**What is required**
Exactly the lines from the beginning of the material to the line with "display:flex; align-items:center; justify-content:space-between;" are to be repeated, both ends included.

*-*-*

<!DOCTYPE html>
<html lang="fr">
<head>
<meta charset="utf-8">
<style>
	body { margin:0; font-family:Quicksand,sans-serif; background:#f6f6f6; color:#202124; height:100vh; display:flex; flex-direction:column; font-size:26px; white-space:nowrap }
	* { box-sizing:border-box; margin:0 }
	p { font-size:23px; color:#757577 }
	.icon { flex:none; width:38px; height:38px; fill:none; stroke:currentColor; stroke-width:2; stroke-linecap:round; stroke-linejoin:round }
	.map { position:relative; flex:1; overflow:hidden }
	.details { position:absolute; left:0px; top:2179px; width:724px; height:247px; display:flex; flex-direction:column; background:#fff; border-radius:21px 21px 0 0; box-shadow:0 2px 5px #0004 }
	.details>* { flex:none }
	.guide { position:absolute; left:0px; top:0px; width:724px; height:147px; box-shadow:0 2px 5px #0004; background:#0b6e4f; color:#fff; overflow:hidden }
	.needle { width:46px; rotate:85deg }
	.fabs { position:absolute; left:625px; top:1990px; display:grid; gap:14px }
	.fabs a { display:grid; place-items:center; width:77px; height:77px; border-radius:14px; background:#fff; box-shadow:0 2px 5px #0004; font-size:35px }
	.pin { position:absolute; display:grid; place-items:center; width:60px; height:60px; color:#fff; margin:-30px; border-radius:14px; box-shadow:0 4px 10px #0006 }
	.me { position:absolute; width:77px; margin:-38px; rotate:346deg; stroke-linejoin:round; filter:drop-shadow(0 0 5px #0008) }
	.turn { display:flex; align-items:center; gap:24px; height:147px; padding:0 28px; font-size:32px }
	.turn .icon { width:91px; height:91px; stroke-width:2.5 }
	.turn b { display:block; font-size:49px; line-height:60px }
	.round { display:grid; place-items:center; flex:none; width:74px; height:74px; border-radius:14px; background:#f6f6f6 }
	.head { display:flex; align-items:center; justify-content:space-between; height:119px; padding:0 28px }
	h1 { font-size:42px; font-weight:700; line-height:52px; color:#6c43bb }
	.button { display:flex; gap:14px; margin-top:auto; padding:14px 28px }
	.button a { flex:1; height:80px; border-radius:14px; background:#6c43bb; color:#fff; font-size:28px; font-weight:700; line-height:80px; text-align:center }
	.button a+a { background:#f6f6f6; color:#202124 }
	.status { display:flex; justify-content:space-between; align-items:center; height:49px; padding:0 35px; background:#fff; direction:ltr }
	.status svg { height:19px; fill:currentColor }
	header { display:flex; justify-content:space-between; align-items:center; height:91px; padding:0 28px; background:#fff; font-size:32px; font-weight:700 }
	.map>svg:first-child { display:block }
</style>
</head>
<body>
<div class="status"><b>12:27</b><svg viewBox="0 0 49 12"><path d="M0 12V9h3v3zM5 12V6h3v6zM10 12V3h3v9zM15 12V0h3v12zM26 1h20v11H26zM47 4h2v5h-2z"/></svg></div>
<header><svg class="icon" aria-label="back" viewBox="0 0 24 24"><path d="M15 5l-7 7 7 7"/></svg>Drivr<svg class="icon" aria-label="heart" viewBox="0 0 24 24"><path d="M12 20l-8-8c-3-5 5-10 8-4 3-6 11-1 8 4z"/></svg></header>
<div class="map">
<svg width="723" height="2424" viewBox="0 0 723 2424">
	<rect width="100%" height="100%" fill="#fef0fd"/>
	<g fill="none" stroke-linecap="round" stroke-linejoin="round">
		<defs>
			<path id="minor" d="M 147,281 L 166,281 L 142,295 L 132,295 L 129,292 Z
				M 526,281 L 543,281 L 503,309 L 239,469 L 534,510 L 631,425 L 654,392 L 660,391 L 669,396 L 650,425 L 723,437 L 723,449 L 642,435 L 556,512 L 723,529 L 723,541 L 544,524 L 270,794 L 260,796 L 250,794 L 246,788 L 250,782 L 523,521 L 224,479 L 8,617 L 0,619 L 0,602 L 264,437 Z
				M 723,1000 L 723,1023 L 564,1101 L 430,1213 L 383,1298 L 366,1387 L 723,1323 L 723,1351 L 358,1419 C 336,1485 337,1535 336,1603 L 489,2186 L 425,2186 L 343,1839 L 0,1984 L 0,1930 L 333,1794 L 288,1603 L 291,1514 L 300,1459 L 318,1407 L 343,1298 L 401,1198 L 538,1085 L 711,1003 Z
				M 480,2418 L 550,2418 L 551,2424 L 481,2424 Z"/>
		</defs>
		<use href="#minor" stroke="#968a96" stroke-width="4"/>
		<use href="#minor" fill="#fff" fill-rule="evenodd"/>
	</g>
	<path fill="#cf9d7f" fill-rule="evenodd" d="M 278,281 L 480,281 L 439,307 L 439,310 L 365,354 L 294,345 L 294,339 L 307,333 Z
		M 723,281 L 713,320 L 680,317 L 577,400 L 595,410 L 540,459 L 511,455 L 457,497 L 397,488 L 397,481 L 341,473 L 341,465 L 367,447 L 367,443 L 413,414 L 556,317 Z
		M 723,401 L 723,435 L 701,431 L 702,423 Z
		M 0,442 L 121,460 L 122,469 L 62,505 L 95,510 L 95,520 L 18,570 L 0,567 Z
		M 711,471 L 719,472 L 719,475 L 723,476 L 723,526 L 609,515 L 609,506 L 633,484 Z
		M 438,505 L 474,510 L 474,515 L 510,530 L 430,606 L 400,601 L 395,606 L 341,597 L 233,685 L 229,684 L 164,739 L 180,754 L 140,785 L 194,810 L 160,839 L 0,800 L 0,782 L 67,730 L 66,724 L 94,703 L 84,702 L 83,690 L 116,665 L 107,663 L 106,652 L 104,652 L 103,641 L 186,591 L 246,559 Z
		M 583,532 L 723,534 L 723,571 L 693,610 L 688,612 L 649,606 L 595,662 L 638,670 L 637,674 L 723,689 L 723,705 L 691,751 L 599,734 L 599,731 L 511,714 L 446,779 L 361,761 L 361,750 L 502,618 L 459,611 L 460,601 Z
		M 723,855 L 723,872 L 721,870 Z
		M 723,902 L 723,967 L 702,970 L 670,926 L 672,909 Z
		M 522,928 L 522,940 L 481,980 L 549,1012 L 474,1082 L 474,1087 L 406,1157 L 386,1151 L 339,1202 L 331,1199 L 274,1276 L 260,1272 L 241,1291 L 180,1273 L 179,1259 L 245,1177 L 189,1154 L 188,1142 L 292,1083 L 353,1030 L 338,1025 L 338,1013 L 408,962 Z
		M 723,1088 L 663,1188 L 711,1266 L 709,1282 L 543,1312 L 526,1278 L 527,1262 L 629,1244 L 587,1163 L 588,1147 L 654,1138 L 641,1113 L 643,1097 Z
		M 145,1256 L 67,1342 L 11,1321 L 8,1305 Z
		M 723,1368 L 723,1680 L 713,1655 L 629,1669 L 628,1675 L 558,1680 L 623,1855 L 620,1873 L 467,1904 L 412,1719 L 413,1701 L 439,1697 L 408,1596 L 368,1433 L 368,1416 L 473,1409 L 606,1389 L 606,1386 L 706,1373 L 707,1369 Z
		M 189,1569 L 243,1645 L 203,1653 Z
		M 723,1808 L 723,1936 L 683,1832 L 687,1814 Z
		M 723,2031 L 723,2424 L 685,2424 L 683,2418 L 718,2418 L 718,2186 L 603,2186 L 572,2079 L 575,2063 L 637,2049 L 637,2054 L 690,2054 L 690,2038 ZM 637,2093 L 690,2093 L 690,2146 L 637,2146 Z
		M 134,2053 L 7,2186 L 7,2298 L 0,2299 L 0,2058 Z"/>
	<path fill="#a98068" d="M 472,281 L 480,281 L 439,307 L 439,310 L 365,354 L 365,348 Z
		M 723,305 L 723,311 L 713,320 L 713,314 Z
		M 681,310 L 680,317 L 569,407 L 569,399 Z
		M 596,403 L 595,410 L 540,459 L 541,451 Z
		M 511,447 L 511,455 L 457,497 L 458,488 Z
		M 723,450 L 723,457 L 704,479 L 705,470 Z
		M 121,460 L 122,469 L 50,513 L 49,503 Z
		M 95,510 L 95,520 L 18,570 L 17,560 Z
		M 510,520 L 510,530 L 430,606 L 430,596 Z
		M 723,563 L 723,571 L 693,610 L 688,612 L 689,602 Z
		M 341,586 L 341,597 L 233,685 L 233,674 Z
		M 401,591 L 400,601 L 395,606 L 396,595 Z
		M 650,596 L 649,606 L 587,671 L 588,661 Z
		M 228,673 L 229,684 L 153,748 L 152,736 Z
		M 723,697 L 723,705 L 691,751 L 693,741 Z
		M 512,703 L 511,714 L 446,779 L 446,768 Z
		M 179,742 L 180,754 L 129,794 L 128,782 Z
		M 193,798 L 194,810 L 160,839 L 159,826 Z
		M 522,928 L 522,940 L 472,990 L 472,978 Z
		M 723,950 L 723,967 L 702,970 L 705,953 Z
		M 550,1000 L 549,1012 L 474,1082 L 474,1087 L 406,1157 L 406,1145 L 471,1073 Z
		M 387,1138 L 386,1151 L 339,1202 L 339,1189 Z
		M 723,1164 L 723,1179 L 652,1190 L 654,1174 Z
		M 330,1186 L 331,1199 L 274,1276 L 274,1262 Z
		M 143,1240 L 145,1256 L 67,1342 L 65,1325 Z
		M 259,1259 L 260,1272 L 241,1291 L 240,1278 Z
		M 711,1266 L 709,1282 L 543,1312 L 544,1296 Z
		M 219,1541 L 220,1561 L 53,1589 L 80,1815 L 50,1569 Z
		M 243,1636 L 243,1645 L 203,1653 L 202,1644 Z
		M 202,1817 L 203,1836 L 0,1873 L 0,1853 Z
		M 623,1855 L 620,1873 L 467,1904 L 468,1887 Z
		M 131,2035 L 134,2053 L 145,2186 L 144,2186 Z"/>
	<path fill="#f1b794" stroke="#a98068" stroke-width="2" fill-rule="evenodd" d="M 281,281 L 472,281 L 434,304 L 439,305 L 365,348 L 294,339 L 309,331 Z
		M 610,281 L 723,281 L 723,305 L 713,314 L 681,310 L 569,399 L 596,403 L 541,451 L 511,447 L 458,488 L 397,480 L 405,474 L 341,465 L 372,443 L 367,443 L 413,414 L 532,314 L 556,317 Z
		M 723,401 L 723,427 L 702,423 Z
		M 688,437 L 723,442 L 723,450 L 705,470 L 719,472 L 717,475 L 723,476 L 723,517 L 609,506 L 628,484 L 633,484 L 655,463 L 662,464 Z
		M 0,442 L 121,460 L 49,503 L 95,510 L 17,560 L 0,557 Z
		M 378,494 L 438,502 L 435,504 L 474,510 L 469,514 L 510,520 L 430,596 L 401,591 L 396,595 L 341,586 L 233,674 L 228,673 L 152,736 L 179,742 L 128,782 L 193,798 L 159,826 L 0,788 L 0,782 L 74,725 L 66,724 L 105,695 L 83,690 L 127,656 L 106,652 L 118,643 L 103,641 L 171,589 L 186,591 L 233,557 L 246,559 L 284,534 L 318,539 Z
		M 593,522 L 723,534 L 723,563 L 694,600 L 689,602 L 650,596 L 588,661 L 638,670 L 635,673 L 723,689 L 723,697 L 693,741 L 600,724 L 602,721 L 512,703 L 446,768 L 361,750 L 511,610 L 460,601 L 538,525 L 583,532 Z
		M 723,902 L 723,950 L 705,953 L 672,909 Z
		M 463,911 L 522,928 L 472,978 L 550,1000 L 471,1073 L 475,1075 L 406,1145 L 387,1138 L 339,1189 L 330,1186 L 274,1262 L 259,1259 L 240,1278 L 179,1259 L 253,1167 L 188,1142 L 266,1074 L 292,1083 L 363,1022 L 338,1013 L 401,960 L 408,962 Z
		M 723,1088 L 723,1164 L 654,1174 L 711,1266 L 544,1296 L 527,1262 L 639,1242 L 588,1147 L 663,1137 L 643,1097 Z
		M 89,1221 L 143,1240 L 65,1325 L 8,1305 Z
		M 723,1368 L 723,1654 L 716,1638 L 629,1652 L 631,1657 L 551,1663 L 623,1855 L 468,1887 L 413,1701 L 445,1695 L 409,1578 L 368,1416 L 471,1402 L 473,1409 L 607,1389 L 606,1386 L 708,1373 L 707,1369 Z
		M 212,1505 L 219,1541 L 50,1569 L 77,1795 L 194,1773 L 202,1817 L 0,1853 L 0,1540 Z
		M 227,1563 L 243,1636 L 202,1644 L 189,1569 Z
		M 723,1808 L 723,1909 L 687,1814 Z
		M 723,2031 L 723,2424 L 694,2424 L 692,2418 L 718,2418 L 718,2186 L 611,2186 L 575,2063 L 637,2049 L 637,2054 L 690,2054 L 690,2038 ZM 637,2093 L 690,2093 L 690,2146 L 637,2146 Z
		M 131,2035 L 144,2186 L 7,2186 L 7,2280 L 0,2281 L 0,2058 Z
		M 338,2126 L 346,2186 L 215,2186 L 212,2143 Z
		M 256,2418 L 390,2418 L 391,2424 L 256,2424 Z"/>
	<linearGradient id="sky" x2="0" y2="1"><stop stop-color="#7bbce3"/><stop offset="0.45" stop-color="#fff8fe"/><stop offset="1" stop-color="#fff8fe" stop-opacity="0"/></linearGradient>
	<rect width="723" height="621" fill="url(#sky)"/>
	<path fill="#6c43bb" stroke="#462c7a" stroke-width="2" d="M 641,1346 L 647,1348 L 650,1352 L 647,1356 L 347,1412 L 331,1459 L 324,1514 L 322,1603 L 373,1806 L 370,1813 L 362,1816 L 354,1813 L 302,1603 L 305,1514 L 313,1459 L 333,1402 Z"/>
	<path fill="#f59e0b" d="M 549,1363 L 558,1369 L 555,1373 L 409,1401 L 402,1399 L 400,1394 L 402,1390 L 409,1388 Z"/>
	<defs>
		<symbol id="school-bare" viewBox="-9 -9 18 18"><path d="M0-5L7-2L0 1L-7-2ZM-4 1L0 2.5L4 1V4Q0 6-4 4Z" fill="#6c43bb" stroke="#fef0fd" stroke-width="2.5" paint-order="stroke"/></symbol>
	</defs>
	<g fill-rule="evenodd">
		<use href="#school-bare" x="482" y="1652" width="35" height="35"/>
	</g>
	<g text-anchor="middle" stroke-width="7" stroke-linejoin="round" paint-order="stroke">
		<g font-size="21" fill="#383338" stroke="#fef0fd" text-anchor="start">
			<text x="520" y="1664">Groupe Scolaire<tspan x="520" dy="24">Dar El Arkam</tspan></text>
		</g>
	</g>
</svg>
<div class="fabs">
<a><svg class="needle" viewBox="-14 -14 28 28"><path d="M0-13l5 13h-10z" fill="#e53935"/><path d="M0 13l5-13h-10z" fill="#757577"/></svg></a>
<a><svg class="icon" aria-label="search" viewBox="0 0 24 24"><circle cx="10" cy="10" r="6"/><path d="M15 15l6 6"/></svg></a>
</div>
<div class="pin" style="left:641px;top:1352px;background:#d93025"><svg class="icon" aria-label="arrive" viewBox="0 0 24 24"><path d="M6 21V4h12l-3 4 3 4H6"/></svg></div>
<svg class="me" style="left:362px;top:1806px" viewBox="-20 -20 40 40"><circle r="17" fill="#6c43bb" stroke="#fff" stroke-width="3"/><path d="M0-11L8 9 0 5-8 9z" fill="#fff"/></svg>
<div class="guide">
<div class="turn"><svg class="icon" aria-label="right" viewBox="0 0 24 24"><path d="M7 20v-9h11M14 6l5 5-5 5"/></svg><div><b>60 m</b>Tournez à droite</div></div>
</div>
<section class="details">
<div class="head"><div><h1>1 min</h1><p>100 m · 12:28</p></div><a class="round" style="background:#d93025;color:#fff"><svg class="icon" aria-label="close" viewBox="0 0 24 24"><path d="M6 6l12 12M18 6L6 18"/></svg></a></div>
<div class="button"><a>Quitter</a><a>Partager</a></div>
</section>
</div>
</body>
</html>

*-*-*

**Expected output**
<!DOCTYPE html>
<html lang="fr">
<head>
<meta charset="utf-8">
<style>
	body { margin:0; font-family:Quicksand,sans-serif; background:#f6f6f6; color:#202124; height:100vh; display:flex; flex-direction:column; font-size:26px; white-space:nowrap }
	* { box-sizing:border-box; margin:0 }
	p { font-size:23px; color:#757577 }
	.icon { flex:none; width:38px; height:38px; fill:none; stroke:currentColor; stroke-width:2; stroke-linecap:round; stroke-linejoin:round }
	.map { position:relative; flex:1; overflow:hidden }
	.details { position:absolute; left:0px; top:2179px; width:724px; height:247px; display:flex; flex-direction:column; background:#fff; border-radius:21px 21px 0 0; box-shadow:0 2px 5px #0004 }
	.details>* { flex:none }
	.guide { position:absolute; left:0px; top:0px; width:724px; height:147px; box-shadow:0 2px 5px #0004; background:#0b6e4f; color:#fff; overflow:hidden }
	.needle { width:46px; rotate:85deg }
	.fabs { position:absolute; left:625px; top:1990px; display:grid; gap:14px }
	.fabs a { display:grid; place-items:center; width:77px; height:77px; border-radius:14px; background:#fff; box-shadow:0 2px 5px #0004; font-size:35px }
	.pin { position:absolute; display:grid; place-items:center; width:60px; height:60px; color:#fff; margin:-30px; border-radius:14px; box-shadow:0 4px 10px #0006 }
	.me { position:absolute; width:77px; margin:-38px; rotate:346deg; stroke-linejoin:round; filter:drop-shadow(0 0 5px #0008) }
	.turn { display:flex; align-items:center; gap:24px; height:147px; padding:0 28px; font-size:32px }
	.turn .icon { width:91px; height:91px; stroke-width:2.5 }
	.turn b { display:block; font-size:49px; line-height:60px }
	.round { display:grid; place-items:center; flex:none; width:74px; height:74px; border-radius:14px; background:#f6f6f6 }
	.head { display:flex; align-items:center; justify-content:space-between; height:119px; padding:0 28px }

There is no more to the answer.